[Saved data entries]
··········

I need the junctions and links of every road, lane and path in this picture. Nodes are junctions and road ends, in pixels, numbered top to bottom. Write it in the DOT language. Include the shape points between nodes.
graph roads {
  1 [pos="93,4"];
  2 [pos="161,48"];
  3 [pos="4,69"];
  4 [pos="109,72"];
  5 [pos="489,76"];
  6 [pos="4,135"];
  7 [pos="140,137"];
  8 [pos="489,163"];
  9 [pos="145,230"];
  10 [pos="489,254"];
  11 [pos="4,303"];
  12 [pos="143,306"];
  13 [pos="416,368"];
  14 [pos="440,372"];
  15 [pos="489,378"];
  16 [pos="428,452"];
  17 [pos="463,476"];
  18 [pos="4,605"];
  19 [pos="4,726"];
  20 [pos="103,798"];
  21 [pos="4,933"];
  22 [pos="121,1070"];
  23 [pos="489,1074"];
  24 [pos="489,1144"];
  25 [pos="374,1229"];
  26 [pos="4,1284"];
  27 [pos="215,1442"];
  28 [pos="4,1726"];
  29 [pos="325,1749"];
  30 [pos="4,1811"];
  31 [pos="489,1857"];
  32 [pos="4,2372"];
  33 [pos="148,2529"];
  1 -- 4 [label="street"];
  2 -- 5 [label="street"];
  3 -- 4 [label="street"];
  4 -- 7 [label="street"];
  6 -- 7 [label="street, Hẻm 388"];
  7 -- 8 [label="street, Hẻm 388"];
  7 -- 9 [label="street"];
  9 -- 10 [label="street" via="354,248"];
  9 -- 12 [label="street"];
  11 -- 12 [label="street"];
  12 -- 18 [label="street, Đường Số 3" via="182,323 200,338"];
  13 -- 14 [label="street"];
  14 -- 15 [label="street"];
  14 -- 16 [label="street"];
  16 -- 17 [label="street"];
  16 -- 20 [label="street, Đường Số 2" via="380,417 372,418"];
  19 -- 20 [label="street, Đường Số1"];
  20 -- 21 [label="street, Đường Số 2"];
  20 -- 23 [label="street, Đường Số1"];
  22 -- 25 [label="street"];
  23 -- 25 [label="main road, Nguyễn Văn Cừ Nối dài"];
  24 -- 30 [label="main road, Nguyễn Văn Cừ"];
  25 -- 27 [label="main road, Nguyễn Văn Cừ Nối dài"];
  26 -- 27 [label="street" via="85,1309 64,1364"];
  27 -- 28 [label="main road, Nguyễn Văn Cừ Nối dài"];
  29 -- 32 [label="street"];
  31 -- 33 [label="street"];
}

··········

## WORK INSTRUCTION
Repeat the whole of the data above exactly as it appears.

## RESPONSE FOR THIS EXERCISE
I need the junctions and links of every road, lane and path in this picture. Nodes are junctions and road ends, in pixels, numbered top to bottom. Write it in the DOT language. Include the shape points between nodes.
graph roads {
  1 [pos="93,4"];
  2 [pos="161,48"];
  3 [pos="4,69"];
  4 [pos="109,72"];
  5 [pos="489,76"];
  6 [pos="4,135"];
  7 [pos="140,137"];
  8 [pos="489,163"];
  9 [pos="145,230"];
  10 [pos="489,254"];
  11 [pos="4,303"];
  12 [pos="143,306"];
  13 [pos="416,368"];
  14 [pos="440,372"];
  15 [pos="489,378"];
  16 [pos="428,452"];
  17 [pos="463,476"];
  18 [pos="4,605"];
  19 [pos="4,726"];
  20 [pos="103,798"];
  21 [pos="4,933"];
  22 [pos="121,1070"];
  23 [pos="489,1074"];
  24 [pos="489,1144"];
  25 [pos="374,1229"];
  26 [pos="4,1284"];
  27 [pos="215,1442"];
  28 [pos="4,1726"];
  29 [pos="325,1749"];
  30 [pos="4,1811"];
  31 [pos="489,1857"];
  32 [pos="4,2372"];
  33 [pos="148,2529"];
  1 -- 4 [label="street"];
  2 -- 5 [label="street"];
  3 -- 4 [label="street"];
  4 -- 7 [label="street"];
  6 -- 7 [label="street, Hẻm 388"];
  7 -- 8 [label="street, Hẻm 388"];
  7 -- 9 [label="street"];
  9 -- 10 [label="street" via="354,248"];
  9 -- 12 [label="street"];
  11 -- 12 [label="street"];
  12 -- 18 [label="street, Đường Số 3" via="182,323 200,338"];
  13 -- 14 [label="street"];
  14 -- 15 [label="street"];
  14 -- 16 [label="street"];
  16 -- 17 [label="street"];
  16 -- 20 [label="street, Đường Số 2" via="380,417 372,418"];
  19 -- 20 [label="street, Đường Số1"];
  20 -- 21 [label="street, Đường Số 2"];
  20 -- 23 [label="street, Đường Số1"];
  22 -- 25 [label="street"];
  23 -- 25 [label="main road, Nguyễn Văn Cừ Nối dài"];
  24 -- 30 [label="main road, Nguyễn Văn Cừ"];
  25 -- 27 [label="main road, Nguyễn Văn Cừ Nối dài"];
  26 -- 27 [label="street" via="85,1309 64,1364"];
  27 -- 28 [label="main road, Nguyễn Văn Cừ Nối dài"];
  29 -- 32 [label="street"];
  31 -- 33 [label="street"];
}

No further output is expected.